Collected data
+-------+

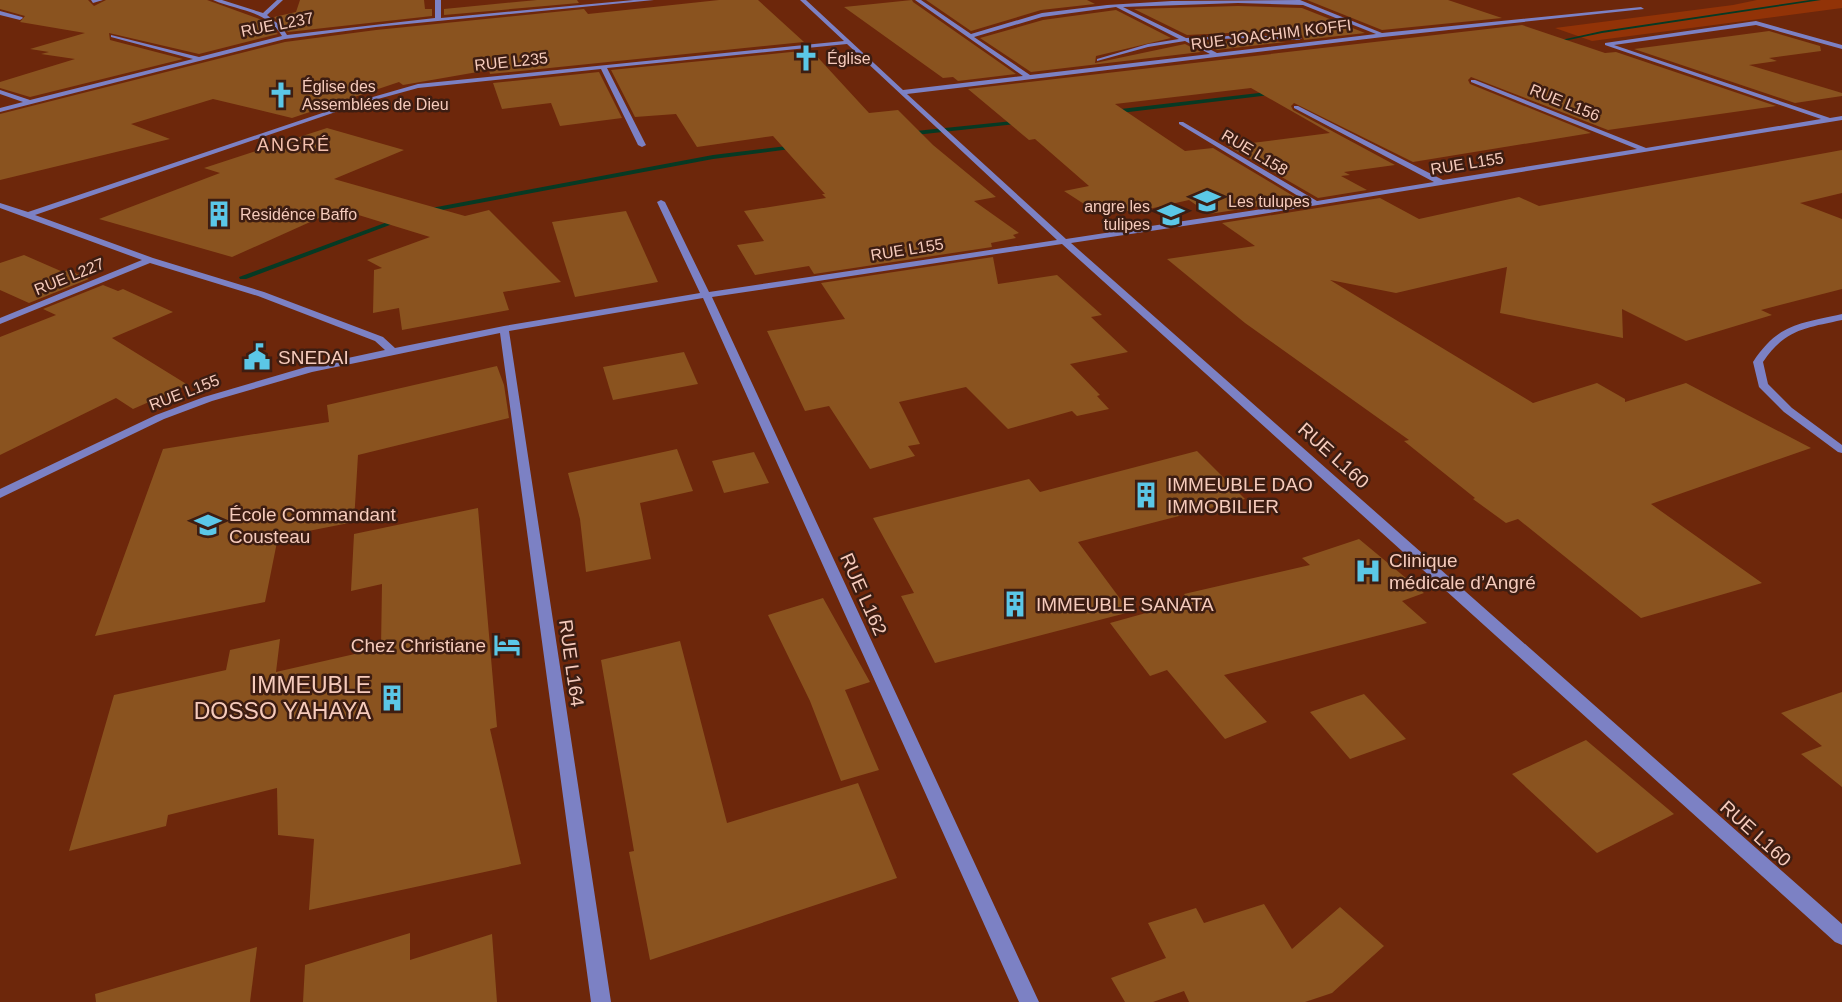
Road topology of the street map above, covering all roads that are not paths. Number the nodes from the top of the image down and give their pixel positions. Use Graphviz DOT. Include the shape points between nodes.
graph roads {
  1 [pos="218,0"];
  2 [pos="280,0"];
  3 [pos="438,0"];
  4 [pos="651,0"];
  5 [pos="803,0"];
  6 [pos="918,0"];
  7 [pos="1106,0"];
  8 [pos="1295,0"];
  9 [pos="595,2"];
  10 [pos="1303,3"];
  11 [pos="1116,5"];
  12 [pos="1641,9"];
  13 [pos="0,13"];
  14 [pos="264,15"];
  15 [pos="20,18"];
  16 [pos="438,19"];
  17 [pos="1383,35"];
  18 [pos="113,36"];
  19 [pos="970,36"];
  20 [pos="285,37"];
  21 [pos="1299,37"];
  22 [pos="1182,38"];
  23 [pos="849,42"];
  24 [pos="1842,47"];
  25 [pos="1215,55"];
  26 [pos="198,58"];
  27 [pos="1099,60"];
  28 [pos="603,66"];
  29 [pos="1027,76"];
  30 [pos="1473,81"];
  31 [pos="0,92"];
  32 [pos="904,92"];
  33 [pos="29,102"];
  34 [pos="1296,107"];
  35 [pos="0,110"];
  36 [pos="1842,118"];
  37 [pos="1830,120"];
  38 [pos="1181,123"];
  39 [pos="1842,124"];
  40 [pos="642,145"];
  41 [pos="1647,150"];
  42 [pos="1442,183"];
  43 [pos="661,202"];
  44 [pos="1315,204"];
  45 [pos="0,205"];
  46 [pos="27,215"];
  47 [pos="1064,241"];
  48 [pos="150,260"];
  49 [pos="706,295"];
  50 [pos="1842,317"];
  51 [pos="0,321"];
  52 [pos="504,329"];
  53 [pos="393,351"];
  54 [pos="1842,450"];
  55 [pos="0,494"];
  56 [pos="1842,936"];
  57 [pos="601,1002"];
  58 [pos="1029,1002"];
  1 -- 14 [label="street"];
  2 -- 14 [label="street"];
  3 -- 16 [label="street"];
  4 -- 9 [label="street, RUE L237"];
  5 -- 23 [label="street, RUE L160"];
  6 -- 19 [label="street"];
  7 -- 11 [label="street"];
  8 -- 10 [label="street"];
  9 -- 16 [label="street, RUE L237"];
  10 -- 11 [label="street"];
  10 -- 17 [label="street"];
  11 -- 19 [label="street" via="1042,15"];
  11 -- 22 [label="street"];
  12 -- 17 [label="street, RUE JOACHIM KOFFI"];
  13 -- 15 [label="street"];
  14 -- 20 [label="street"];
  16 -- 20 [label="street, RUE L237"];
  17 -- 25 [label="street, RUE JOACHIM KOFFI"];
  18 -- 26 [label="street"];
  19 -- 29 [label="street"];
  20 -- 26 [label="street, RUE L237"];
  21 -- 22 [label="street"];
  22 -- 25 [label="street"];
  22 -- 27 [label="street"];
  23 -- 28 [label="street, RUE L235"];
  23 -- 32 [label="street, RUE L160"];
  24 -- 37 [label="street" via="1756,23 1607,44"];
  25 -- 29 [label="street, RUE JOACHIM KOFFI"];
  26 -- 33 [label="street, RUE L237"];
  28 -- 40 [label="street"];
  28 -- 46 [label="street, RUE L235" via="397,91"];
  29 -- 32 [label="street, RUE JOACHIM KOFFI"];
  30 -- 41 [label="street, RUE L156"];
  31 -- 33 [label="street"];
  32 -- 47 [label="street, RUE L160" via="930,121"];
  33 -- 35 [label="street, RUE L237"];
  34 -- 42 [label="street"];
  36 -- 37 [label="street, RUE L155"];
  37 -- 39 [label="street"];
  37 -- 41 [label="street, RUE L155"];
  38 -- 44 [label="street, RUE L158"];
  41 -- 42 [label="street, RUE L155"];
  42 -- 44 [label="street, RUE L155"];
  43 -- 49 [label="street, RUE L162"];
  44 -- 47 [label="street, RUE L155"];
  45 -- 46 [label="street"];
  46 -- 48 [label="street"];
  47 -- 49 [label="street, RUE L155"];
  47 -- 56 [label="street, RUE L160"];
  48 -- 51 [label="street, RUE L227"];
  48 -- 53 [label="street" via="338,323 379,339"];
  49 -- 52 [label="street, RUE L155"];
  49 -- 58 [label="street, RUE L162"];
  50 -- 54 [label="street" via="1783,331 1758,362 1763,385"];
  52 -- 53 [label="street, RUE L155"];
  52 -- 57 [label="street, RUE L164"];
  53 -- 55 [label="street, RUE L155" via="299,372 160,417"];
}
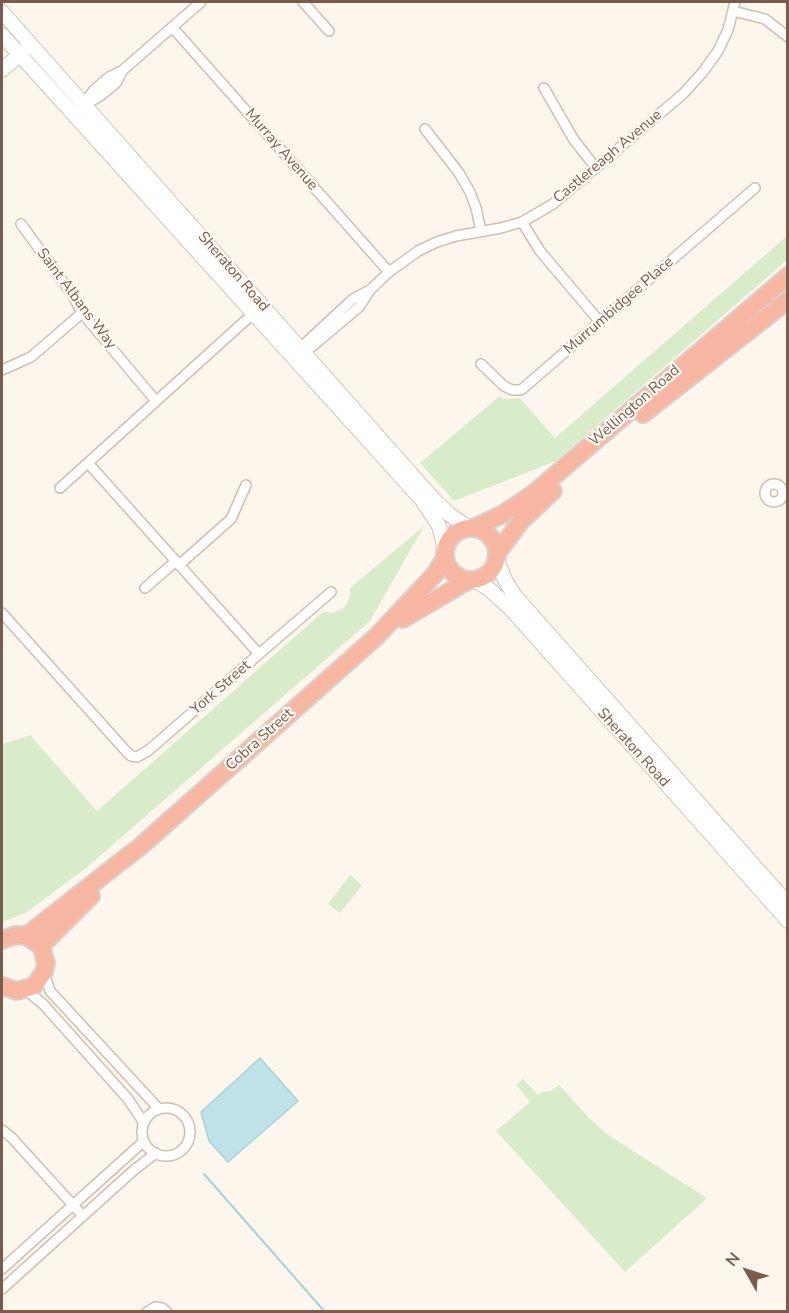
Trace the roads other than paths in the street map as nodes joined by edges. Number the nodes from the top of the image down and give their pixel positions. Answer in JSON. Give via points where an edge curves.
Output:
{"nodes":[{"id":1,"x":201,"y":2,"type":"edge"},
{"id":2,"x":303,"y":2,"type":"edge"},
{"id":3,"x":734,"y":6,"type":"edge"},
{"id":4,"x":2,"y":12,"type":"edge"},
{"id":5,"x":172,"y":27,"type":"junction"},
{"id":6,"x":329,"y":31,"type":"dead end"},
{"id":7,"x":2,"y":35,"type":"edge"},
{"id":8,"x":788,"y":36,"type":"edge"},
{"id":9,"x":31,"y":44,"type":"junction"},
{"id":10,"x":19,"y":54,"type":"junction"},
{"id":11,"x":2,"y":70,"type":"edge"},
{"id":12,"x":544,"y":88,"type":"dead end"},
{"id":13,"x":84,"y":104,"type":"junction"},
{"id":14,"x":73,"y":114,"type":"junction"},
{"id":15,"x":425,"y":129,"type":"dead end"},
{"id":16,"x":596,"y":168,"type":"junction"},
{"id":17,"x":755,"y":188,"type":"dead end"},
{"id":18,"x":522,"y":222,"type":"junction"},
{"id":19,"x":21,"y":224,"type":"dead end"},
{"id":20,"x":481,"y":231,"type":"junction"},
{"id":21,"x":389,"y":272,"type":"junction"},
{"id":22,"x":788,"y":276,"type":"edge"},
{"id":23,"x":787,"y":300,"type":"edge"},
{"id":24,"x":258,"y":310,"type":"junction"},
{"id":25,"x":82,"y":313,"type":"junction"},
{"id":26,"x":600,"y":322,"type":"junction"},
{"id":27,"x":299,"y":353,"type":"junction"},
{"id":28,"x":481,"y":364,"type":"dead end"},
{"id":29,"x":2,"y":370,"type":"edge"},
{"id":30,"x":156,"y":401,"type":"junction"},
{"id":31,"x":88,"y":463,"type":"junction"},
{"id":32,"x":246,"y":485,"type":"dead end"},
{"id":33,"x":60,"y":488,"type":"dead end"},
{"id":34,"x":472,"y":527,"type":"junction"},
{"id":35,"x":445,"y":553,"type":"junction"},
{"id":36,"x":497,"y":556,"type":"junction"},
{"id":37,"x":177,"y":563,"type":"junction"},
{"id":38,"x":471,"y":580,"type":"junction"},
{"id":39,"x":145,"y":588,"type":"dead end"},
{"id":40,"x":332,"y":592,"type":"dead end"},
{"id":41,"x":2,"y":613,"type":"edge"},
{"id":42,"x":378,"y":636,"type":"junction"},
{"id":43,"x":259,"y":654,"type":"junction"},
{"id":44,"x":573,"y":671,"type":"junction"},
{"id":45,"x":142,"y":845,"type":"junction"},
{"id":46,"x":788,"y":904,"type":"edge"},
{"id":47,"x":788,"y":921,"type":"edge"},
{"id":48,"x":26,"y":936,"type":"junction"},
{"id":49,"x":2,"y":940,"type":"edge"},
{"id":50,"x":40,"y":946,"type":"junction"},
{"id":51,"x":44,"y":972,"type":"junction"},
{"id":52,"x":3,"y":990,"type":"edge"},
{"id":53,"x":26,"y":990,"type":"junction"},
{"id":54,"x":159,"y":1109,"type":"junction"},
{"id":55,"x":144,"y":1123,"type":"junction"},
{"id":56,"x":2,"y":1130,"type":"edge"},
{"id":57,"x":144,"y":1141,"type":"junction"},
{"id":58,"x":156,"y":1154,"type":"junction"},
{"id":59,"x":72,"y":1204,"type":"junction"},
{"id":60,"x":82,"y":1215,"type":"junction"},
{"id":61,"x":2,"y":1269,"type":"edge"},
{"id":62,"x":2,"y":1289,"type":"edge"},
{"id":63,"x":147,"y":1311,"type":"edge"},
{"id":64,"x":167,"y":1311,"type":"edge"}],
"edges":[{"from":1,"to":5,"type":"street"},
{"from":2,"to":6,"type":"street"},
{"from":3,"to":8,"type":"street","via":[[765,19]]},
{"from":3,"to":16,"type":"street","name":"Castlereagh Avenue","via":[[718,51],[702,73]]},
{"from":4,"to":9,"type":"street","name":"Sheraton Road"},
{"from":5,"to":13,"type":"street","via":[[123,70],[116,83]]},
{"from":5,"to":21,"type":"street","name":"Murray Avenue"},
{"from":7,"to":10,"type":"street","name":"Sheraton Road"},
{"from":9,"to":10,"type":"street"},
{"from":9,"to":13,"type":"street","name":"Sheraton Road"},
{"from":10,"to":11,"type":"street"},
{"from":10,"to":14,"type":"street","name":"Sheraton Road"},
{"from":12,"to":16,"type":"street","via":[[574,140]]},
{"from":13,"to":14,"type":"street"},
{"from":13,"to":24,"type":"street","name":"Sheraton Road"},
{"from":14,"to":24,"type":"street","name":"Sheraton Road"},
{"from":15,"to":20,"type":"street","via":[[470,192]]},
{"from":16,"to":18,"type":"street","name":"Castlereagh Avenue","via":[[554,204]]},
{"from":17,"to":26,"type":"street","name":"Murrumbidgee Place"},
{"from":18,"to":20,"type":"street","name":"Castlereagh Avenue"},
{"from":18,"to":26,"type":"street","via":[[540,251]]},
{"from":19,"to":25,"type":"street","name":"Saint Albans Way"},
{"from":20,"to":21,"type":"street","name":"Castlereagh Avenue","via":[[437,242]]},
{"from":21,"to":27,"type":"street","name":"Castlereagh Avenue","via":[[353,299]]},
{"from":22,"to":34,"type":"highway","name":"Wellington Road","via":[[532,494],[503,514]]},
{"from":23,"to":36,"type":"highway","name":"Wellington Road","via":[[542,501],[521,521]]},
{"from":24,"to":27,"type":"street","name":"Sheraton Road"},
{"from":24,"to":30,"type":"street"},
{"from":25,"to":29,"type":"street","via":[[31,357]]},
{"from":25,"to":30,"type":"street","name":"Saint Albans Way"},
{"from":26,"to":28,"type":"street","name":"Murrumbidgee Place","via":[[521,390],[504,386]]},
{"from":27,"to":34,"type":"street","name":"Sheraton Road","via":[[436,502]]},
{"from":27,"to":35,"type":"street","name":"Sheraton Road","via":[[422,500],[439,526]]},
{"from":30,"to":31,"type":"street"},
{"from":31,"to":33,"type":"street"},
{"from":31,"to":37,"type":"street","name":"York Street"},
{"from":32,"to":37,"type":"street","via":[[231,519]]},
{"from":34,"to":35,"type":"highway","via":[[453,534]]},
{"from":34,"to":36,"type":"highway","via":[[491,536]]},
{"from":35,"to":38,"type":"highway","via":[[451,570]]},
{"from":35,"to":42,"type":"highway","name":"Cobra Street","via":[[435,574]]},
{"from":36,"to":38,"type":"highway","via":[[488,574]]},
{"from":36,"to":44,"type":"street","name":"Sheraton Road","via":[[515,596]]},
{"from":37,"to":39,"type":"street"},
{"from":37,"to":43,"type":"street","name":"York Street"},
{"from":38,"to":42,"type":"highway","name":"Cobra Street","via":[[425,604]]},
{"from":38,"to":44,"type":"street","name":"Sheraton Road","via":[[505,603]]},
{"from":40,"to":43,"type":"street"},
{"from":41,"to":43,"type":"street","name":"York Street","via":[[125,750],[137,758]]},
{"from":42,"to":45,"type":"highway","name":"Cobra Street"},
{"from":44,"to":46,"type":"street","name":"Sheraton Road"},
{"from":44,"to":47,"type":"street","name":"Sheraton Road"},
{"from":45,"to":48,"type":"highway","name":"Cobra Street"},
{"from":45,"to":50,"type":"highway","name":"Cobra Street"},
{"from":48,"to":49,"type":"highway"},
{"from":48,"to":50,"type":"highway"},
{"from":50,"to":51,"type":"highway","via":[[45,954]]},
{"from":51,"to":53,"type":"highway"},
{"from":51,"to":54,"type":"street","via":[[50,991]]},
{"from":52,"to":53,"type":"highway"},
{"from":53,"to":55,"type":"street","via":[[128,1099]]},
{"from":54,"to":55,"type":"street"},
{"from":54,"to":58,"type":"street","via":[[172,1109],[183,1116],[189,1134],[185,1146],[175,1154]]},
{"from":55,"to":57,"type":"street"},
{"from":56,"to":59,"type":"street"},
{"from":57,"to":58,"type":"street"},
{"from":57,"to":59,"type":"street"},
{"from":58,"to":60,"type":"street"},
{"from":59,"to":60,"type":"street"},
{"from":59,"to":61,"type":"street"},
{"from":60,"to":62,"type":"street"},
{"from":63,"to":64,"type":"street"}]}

+-------+

Exercise instructions: Where does the word "JOACHIM" appear in the records above? Return every line that holds it.

Written response:
  12 -- 17 [label="street, RUE JOACHIM KOFFI"];
  17 -- 25 [label="street, RUE JOACHIM KOFFI"];
  25 -- 29 [label="street, RUE JOACHIM KOFFI"];
  29 -- 32 [label="street, RUE JOACHIM KOFFI"];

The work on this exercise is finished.